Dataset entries
——

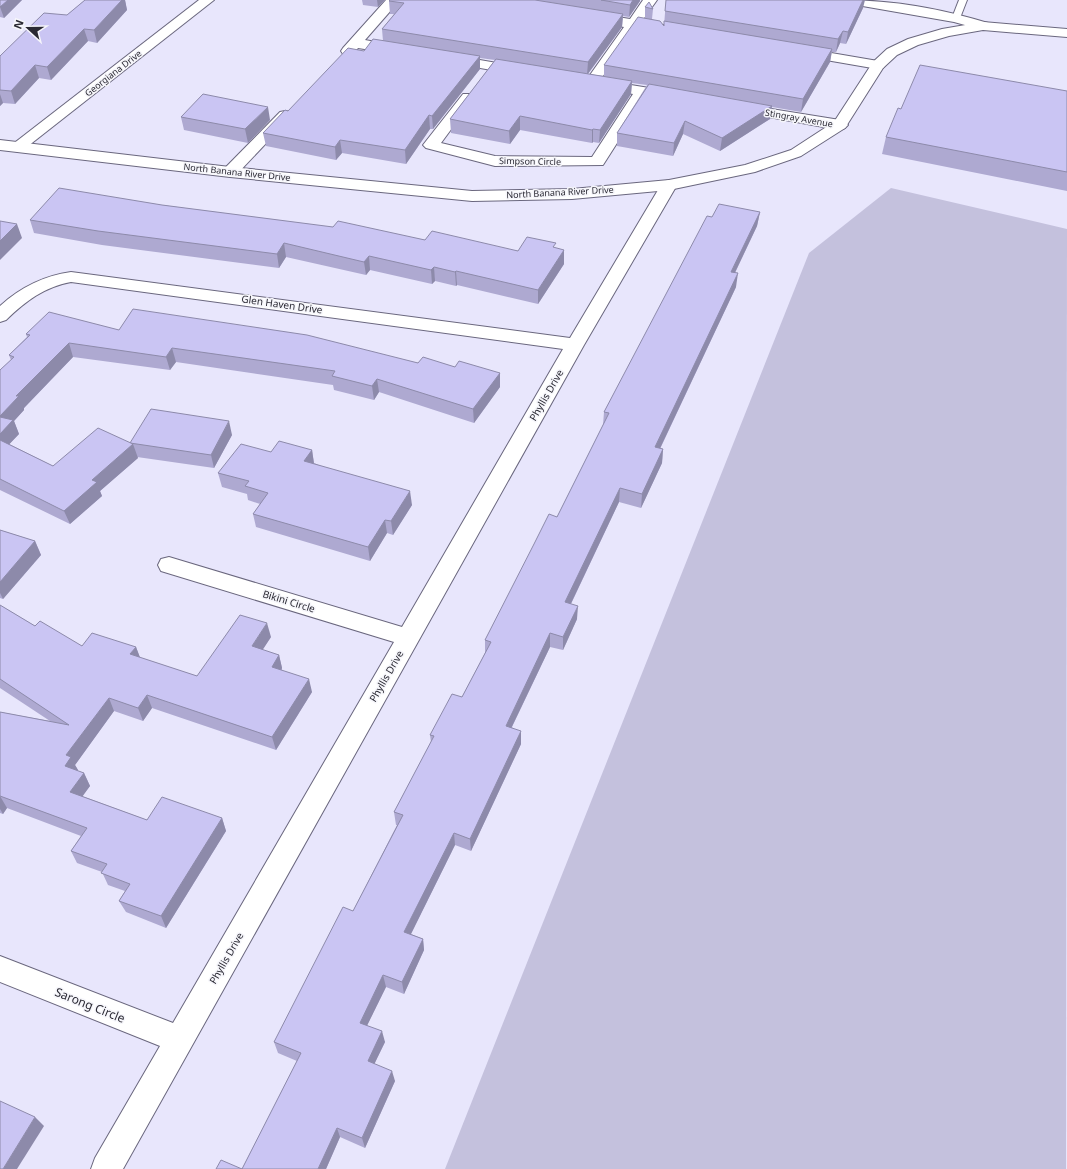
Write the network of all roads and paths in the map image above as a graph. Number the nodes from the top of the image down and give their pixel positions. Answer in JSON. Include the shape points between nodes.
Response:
{"nodes":[{"id":1,"x":207,"y":0,"type":"edge"},
{"id":2,"x":393,"y":0,"type":"edge"},
{"id":3,"x":650,"y":0,"type":"edge"},
{"id":4,"x":851,"y":0,"type":"edge"},
{"id":5,"x":963,"y":0,"type":"edge"},
{"id":6,"x":578,"y":14,"type":"edge"},
{"id":7,"x":956,"y":18,"type":"junction"},
{"id":8,"x":633,"y":24,"type":"junction"},
{"id":9,"x":983,"y":26,"type":"junction"},
{"id":10,"x":672,"y":30,"type":"edge"},
{"id":11,"x":1067,"y":33,"type":"edge"},
{"id":12,"x":355,"y":43,"type":"junction"},
{"id":13,"x":791,"y":50,"type":"edge"},
{"id":14,"x":414,"y":53,"type":"edge"},
{"id":15,"x":437,"y":57,"type":"edge"},
{"id":16,"x":339,"y":60,"type":"edge"},
{"id":17,"x":878,"y":65,"type":"junction"},
{"id":18,"x":492,"y":66,"type":"junction"},
{"id":19,"x":538,"y":73,"type":"edge"},
{"id":20,"x":576,"y":80,"type":"edge"},
{"id":21,"x":592,"y":82,"type":"junction"},
{"id":22,"x":643,"y":90,"type":"junction"},
{"id":23,"x":689,"y":98,"type":"edge"},
{"id":24,"x":728,"y":105,"type":"edge"},
{"id":25,"x":294,"y":106,"type":"edge"},
{"id":26,"x":840,"y":125,"type":"junction"},
{"id":27,"x":0,"y":145,"type":"edge"},
{"id":28,"x":18,"y":147,"type":"junction"},
{"id":29,"x":230,"y":172,"type":"junction"},
{"id":30,"x":669,"y":185,"type":"junction"},
{"id":31,"x":0,"y":316,"type":"edge"},
{"id":32,"x":575,"y":345,"type":"junction"},
{"id":33,"x":169,"y":566,"type":"dead end"},
{"id":34,"x":408,"y":638,"type":"junction"},
{"id":35,"x":0,"y":969,"type":"edge"},
{"id":36,"x":180,"y":1040,"type":"junction"},
{"id":37,"x":106,"y":1169,"type":"edge"}],
"edges":[{"from":1,"to":28,"type":"street","name":"Georgiana Drive"},
{"from":2,"to":12,"type":"street"},
{"from":3,"to":8,"type":"street"},
{"from":4,"to":7,"type":"street"},
{"from":5,"to":7,"type":"lane"},
{"from":6,"to":8,"type":"street"},
{"from":7,"to":9,"type":"street"},
{"from":8,"to":10,"type":"street"},
{"from":8,"to":21,"type":"street"},
{"from":9,"to":11,"type":"street","name":"North Banana River Drive"},
{"from":9,"to":17,"type":"street","name":"North Banana River Drive","via":[[947,32],[913,42],[892,52]]},
{"from":12,"to":14,"type":"street"},
{"from":12,"to":16,"type":"street"},
{"from":13,"to":17,"type":"street"},
{"from":15,"to":18,"type":"street"},
{"from":17,"to":26,"type":"street","name":"North Banana River Drive"},
{"from":18,"to":19,"type":"street"},
{"from":18,"to":22,"type":"street","name":"Simpson Circle","via":[[431,145],[495,161],[597,162]]},
{"from":20,"to":21,"type":"street"},
{"from":21,"to":22,"type":"street"},
{"from":22,"to":23,"type":"street"},
{"from":24,"to":26,"type":"street","name":"Stingray Avenue"},
{"from":25,"to":29,"type":"street"},
{"from":26,"to":30,"type":"street","name":"North Banana River Drive","via":[[796,153],[749,170]]},
{"from":27,"to":28,"type":"street","name":"North Banana River Drive"},
{"from":28,"to":29,"type":"street","name":"North Banana River Drive"},
{"from":29,"to":30,"type":"street","name":"North Banana River Drive","via":[[472,196],[572,194]]},
{"from":30,"to":32,"type":"street","name":"Phyllis Drive"},
{"from":31,"to":32,"type":"street","name":"Glen Haven Drive","via":[[37,285],[52,279],[71,277]]},
{"from":32,"to":34,"type":"street","name":"Phyllis Drive"},
{"from":33,"to":34,"type":"street","name":"Bikini Circle"},
{"from":34,"to":36,"type":"street","name":"Phyllis Drive"},
{"from":35,"to":36,"type":"street","name":"Sarong Circle"},
{"from":36,"to":37,"type":"street","name":"Phyllis Drive"}]}
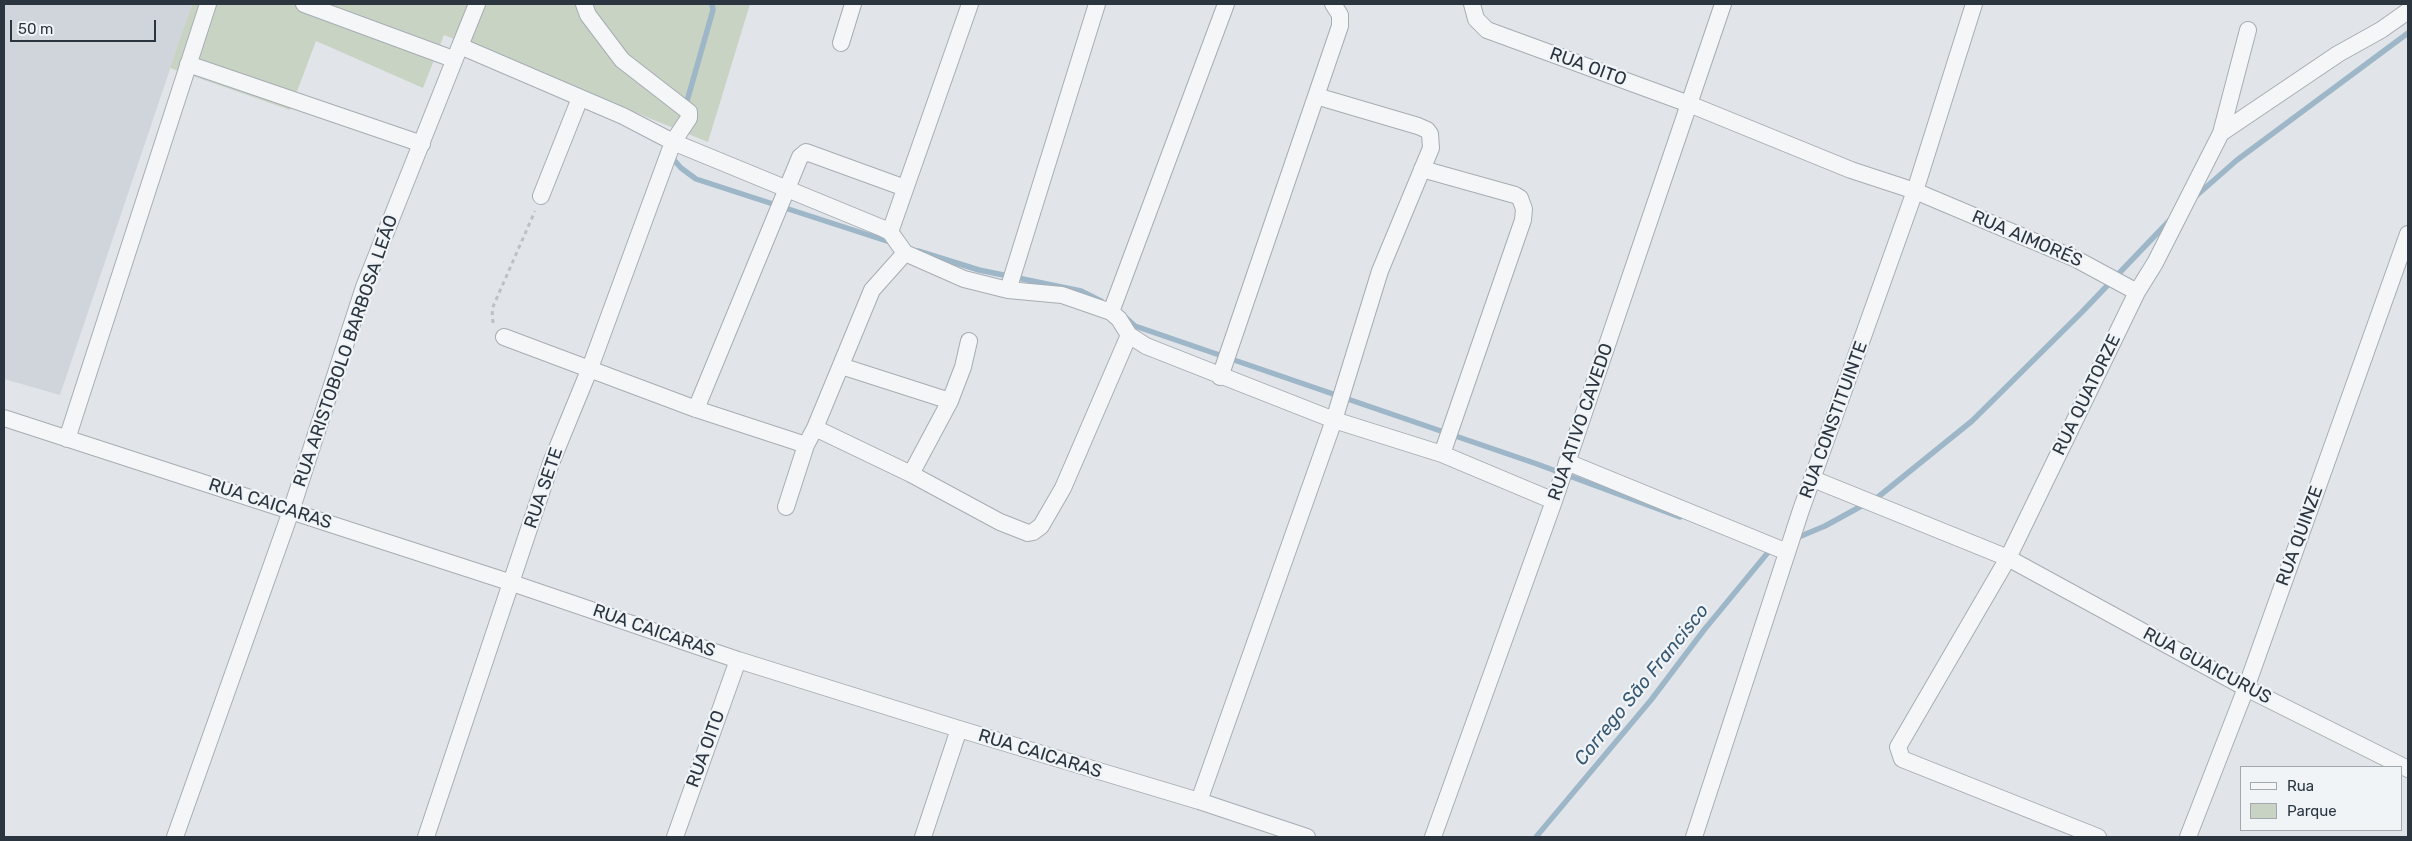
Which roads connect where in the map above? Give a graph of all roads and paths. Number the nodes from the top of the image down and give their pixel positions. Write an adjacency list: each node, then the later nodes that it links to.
1 (208, 4): 17 (street)
2 (304, 4): 16 (street)
3 (477, 4): 16 (street, RUA ARISTOBOLO BARBOSA LEÃO)
4 (584, 4): 22 (street, RUA SETE)
5 (853, 4): 15 (street)
6 (970, 4): 26 (street)
7 (1097, 4): 32 (street)
8 (1226, 4): 34 (street)
9 (1333, 4): 18 (street)
10 (1472, 4): 20 (street, RUA OITO)
11 (1723, 4): 20 (street, RUA ATIVO CAVEDO)
12 (1974, 4): 27 (street, RUA CONSTITUINTE)
13 (2408, 11): 21 (street)
14 (2248, 30): 21 (street, RUA QUATORZE)
15 (841, 43)
16 (456, 53): 19 (street); 23 (street, RUA ARISTOBOLO BARBOSA LEÃO)
17 (188, 64): 23 (street); 46 (street)
18 (1316, 96): 24 (street); 40 (street)
19 (580, 98): 22 (street); 28 (street)
20 (1689, 104): 27 (street, RUA OITO); 49 (street, RUA ATIVO CAVEDO)
21 (2221, 133): 33 (street, RUA QUATORZE)
22 (673, 142): 25 (street); 39 (street, RUA SETE)
23 (422, 144): 54 (street, RUA ARISTOBOLO BARBOSA LEÃO)
24 (1422, 169): 44 (street); 48 (street)
25 (787, 188): 26 (street); 29 (street); 42 (street)
26 (905, 188): 29 (street)
27 (1915, 191): 33 (street, RUA AIMORÉS); 51 (street, RUA CONSTITUINTE)
28 (541, 196): 36 (path)
29 (890, 232): 31 (street)
30 (2408, 234): 59 (street, RUA QUINZE)
31 (905, 254): 32 (street); 38 (street)
32 (1008, 290): 34 (street)
33 (2137, 292): 56 (street, RUA QUATORZE)
34 (1111, 312): 35 (street)
35 (1130, 335): 40 (street); 50 (street)
36 (504, 337): 39 (street)
37 (969, 341): 41 (street)
38 (841, 366): 41 (street); 45 (street)
39 (590, 368): 42 (street); 57 (street, RUA SETE)
40 (1220, 377): 44 (street)
41 (950, 401): 50 (street)
42 (696, 409): 47 (street)
43 (4, 418): 46 (street, RUA CAICARAS)
44 (1334, 420): 48 (street); 62 (street)
45 (815, 428): 47 (street); 50 (street)
46 (66, 439): 54 (street, RUA CAICARAS)
47 (806, 445): 53 (street)
48 (1442, 454): 52 (street)
49 (1567, 462): 52 (street, RUA ATIVO CAVEDO); 55 (street)
50 (911, 474)
51 (1813, 478): 55 (street, RUA CONSTITUINTE); 56 (street, RUA GUAICURUS)
52 (1554, 501): 68 (street, RUA ATIVO CAVEDO)
53 (786, 507)
54 (291, 510): 57 (street, RUA CAICARAS); 63 (street, RUA ARISTOBOLO BARBOSA LEÃO)
55 (1785, 549): 69 (street, RUA CONSTITUINTE)
56 (2008, 558): 59 (street, RUA GUAICURUS); 70 (street, RUA QUATORZE)
57 (512, 583): 58 (street, RUA CAICARAS); 64 (street, RUA SETE)
58 (738, 660): 60 (street, RUA CAICARAS); 65 (street, RUA OITO)
59 (2246, 688): 61 (street, RUA GUAICURUS); 71 (street, RUA QUINZE)
60 (959, 730): 62 (street, RUA CAICARAS); 66 (street)
61 (2400, 766)
62 (1199, 801): 67 (street, RUA CAICARAS)
63 (175, 837)
64 (426, 837)
65 (675, 837)
66 (923, 837)
67 (1307, 837)
68 (1433, 837)
69 (1694, 837)
70 (2098, 837)
71 (2188, 837)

——

### EXERCISE AIM
Your answer must be a copy of every line in the data above that holds the string "CAVEDO".

### ANSWER BELOW
11 (1723, 4): 20 (street, RUA ATIVO CAVEDO)
20 (1689, 104): 27 (street, RUA OITO); 49 (street, RUA ATIVO CAVEDO)
49 (1567, 462): 52 (street, RUA ATIVO CAVEDO); 55 (street)
52 (1554, 501): 68 (street, RUA ATIVO CAVEDO)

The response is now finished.